Üretmek, mecburiyetindeyiz.
Ekonomik olmayışı, bizim için anlamsızlığı şu an için gereklilik veya ihtiyaç olmayışı gibi nedenler öne sürerekvazgeçemeyeceğimiz kadar önemli üretim.
Yaşamın kaynağı, üretmek. Hayatı çoğaltmak, bu da onu daha anlamlı hale getiren eylem. Yaratılışın ve davamlılığın altın kuralı.Üretmek ve çoğaltmak… Geldiğimiz bu yaşamı anlamlı kılmak için buna devam etmeye mecburuz.
Üretmek, hayatı ve canlılığı yaymak, bir şeyleri yoktan ortaya çıkartmak, kendimizden verdiğimiz bir parçayı bir canlıya bir cisme, bir değere, bir güzelliğe ulaştırmak bize daha fazla anlam katacak olan şey.
Düşünce, ekonomik değer, sanat, eğitim, güzellikler, kullanışlı metaryaller, bilimsel keşifler, faydalı uğraşlar…..
Üretimin tek ve yegane amacı, anlamsızca çoğalmak değildir.
Bir Amip’in bölünmesinden farklı, bir insanın üremesi kadar zavallı değildir aslında üretmek.
Bir çocuğu doğumuna sebep olmaktan daha fazlası olan şeydir, yani onu yetiştirmektir. Sebep olamk kadar kısıtlı bir eylem, gerçekte hiç bir şey üretemeyen insanın, anlamsız gelişine anlam kattığını sanmasına neden olan yanılgıdır.
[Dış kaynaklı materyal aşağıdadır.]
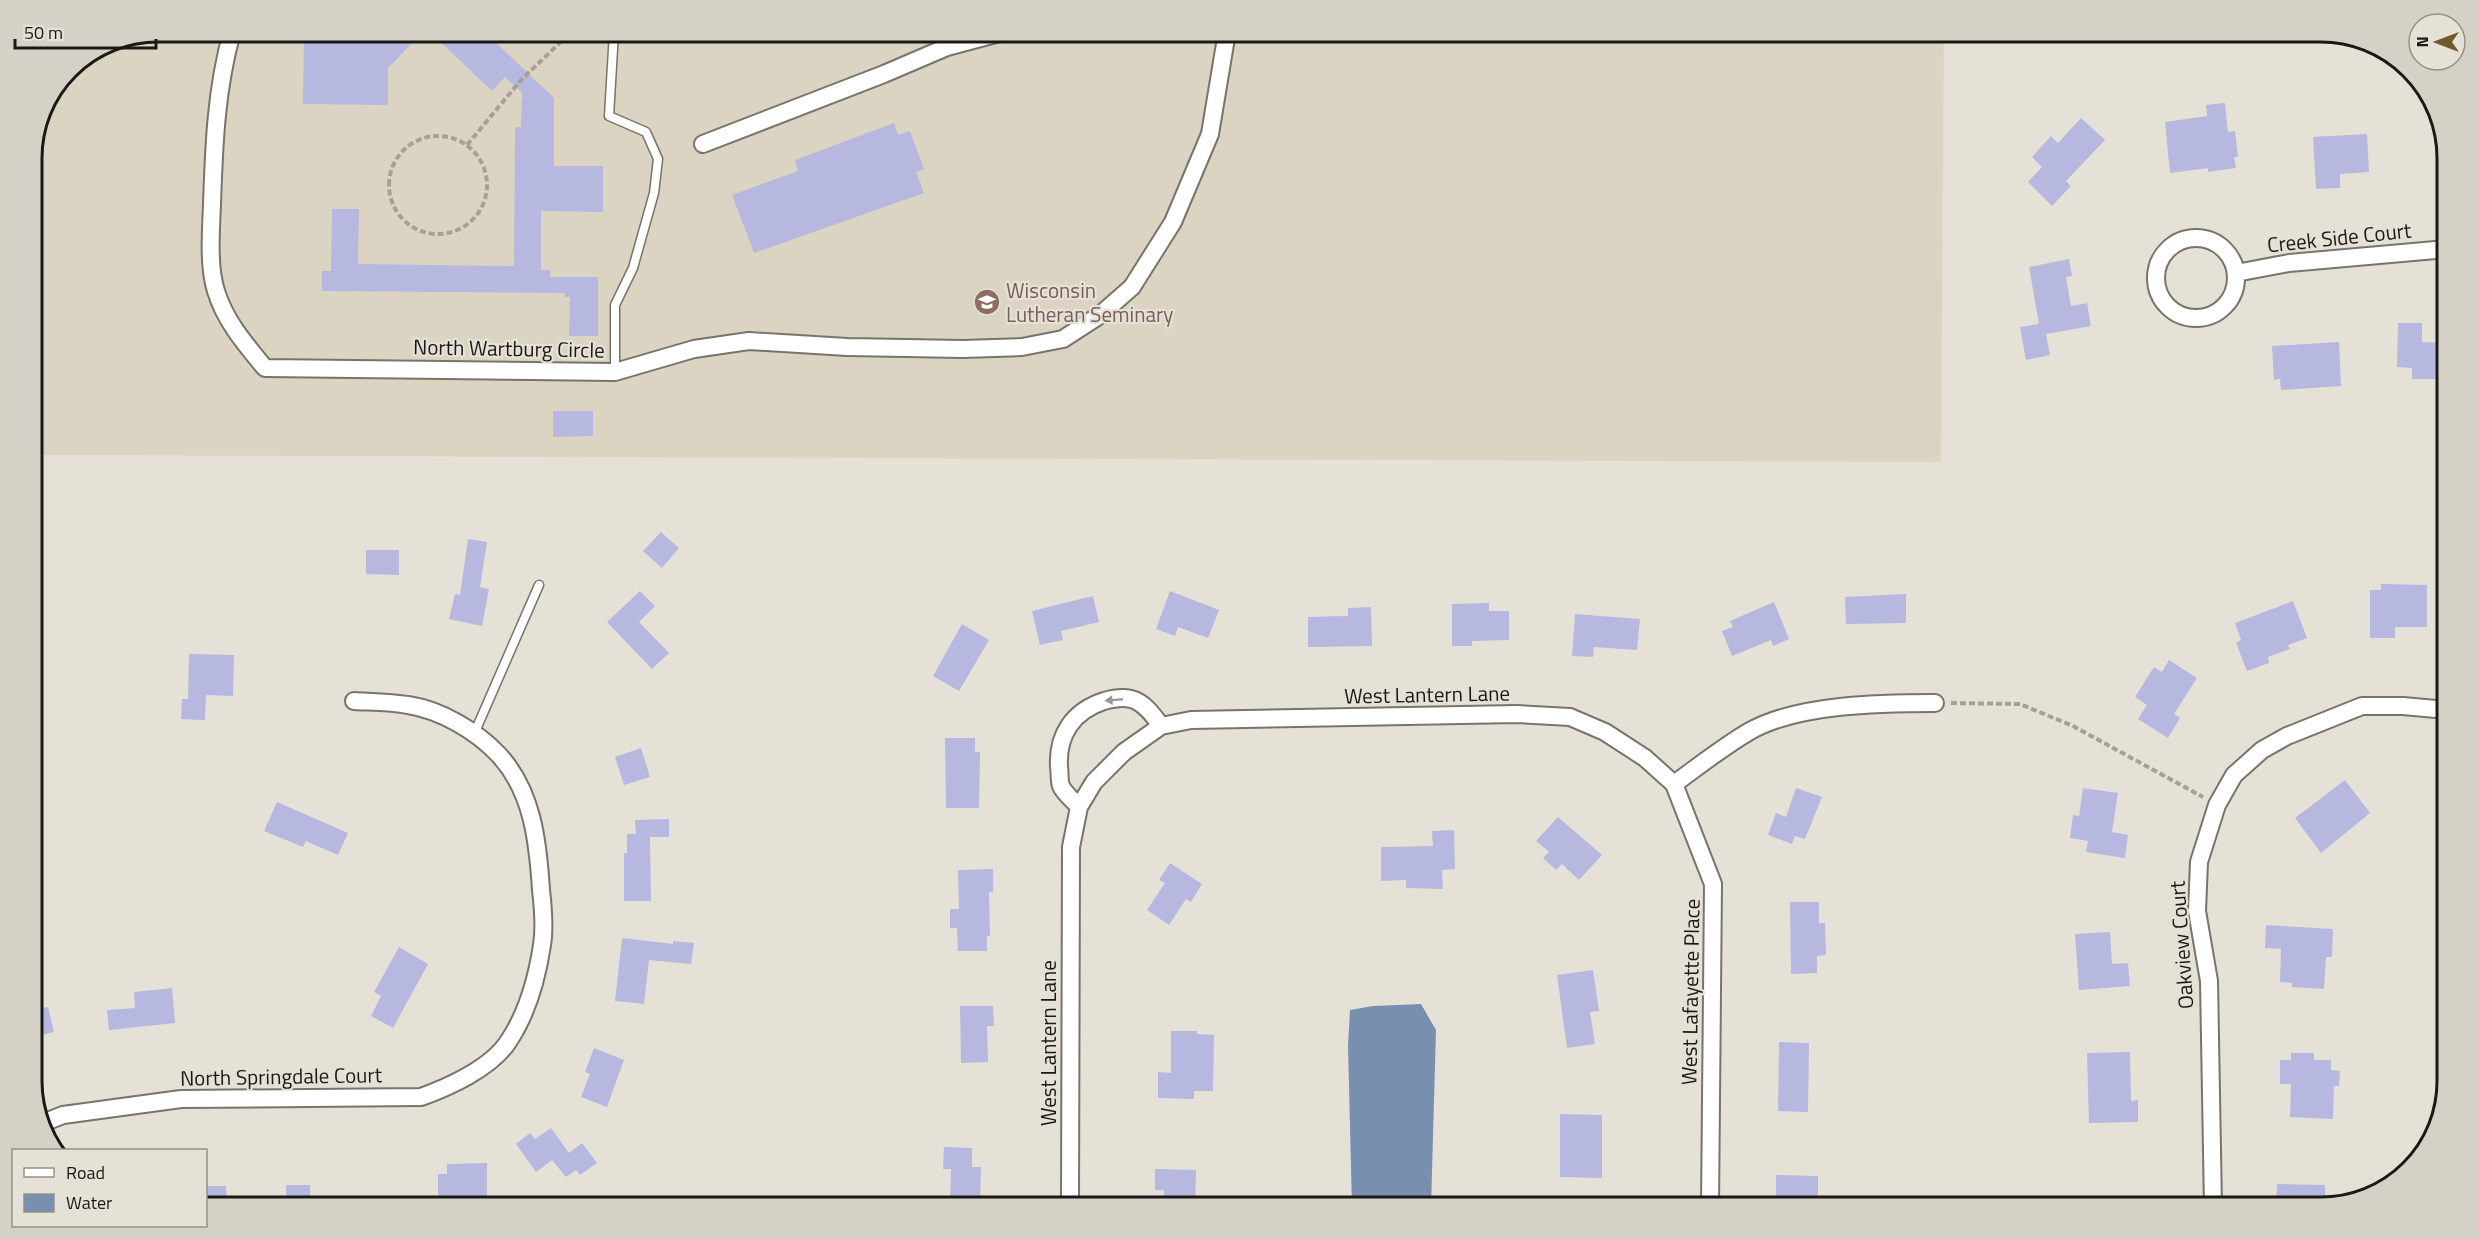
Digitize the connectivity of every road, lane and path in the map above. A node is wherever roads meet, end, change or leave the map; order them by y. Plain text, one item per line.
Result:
1 (229, 42) edge
2 (561, 42) edge
3 (613, 42) edge
4 (966, 42) edge
5 (1225, 42) edge
6 (703, 144) dead end
7 (467, 145) junction
8 (2437, 250) edge
9 (2236, 273) junction
10 (615, 372) junction
11 (539, 585) dead end
12 (354, 701) dead end
13 (1935, 703) joint
14 (2437, 710) edge
15 (1161, 726) junction
16 (474, 734) junction
17 (1674, 784) junction
18 (2217, 805) junction
19 (1079, 807) junction
20 (49, 1121) edge
21 (1070, 1197) edge
22 (1710, 1197) edge
23 (2213, 1197) edge

1 - 10 street, North Wartburg Circle
2 - 7 path
3 - 10 lane
4 - 6 street
5 - 10 street, North Wartburg Circle
7 - 7 path
8 - 9 street, Creek Side Court
9 - 9 street
11 - 16 lane
12 - 16 street
13 - 17 street
13 - 18 path
14 - 18 street, Oakview Court
15 - 17 street, West Lantern Lane
15 - 19 street, West Lantern Lane
15 -> 19 street
16 - 20 street, North Springdale Court
17 - 22 street, West Lafayette Place
18 - 23 street, Oakview Court
19 - 21 street, West Lantern Lane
Ve bahis olan üreme Amipin yaptıklarından daha değerli olmaz.
Üretmek hayata bir şeyleri katmak gayretiyle, hem de iyi bir şeyleri katma gayretiyle, bu güne ve geleceğe artı değerler katmak olarak ortaya çıkmalıdır.
Her zaman aranılan anlam ise, çoğu zaman bunun doğruluğu içerisinde gizlidir.
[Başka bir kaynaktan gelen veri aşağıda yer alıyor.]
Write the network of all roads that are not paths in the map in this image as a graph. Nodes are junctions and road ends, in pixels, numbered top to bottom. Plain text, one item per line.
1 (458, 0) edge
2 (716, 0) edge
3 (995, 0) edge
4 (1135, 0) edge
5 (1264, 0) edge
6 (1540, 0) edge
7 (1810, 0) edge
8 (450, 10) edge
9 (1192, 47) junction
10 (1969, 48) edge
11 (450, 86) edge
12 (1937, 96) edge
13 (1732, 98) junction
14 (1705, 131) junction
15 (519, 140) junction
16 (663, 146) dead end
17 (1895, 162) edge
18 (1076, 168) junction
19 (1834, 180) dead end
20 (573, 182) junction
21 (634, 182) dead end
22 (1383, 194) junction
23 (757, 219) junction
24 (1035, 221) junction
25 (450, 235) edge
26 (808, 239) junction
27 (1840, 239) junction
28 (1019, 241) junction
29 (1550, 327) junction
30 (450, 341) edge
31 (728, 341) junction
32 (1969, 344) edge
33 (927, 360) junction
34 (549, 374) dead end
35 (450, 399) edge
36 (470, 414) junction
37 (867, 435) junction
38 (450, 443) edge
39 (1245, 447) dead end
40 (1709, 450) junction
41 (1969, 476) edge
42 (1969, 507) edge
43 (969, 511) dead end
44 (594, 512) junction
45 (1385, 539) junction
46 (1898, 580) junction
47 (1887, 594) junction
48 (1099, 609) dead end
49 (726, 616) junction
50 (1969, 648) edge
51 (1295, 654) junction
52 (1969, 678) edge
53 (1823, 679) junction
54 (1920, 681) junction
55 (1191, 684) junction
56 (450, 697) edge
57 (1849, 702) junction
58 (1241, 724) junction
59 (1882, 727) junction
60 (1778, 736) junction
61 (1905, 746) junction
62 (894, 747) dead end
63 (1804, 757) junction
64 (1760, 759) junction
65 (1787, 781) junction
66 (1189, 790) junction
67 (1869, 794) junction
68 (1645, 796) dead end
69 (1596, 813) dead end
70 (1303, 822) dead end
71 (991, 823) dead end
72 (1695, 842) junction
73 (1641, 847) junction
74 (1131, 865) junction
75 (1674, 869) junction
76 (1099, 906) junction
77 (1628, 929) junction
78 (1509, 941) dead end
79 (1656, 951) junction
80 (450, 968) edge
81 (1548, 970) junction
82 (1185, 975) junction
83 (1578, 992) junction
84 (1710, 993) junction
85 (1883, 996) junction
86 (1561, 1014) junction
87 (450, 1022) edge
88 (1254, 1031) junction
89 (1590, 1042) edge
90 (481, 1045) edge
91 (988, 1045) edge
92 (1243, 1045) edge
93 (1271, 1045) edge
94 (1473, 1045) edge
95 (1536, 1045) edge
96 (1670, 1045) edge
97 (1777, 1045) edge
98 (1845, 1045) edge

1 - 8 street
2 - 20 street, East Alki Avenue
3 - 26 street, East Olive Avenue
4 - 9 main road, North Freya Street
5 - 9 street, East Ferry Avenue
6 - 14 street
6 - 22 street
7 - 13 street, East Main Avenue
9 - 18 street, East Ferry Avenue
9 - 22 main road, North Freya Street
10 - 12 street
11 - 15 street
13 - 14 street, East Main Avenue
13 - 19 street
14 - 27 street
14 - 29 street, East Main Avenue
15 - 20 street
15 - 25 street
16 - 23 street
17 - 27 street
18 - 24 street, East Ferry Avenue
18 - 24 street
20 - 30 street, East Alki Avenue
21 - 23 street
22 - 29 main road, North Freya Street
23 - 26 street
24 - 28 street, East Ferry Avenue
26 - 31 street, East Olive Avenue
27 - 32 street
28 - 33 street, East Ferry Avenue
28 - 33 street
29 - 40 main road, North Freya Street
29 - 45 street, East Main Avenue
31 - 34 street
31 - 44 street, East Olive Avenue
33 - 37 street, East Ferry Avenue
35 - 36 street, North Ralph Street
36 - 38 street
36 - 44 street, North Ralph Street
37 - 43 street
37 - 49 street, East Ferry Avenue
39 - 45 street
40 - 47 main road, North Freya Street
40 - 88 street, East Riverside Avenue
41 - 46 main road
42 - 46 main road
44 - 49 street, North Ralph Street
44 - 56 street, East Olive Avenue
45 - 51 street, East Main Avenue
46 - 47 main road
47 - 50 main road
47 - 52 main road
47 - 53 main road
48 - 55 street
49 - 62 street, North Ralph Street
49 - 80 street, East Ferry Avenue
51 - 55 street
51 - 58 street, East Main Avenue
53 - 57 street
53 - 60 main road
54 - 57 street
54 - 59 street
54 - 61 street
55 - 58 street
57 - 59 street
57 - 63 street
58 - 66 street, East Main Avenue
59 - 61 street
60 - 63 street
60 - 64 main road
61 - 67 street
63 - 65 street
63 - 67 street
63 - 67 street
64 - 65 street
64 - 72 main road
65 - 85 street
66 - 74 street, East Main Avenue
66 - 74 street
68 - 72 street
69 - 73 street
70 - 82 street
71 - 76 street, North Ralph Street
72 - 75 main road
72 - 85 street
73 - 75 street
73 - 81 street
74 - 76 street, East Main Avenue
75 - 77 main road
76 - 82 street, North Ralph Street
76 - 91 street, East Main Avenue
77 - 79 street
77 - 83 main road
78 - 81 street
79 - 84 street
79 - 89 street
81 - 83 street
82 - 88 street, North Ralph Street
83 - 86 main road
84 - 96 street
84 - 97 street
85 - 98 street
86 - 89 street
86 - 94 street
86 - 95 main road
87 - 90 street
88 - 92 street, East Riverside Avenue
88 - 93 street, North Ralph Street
Boş durmamak, anlamsıca yer kaplamaktan fazlası olmak için doğru şeyleri doğru şekilde üretmek gerekir.
Bir amaç için gelmiş isek bu dünyaya, amacımıza yol alabilmek için üretmek gerek.
Kaybolmamak ve anlamsızlaşmamak için üretmek gerek.
Değer olmak ve değerli olmak için üretken olmak gerek.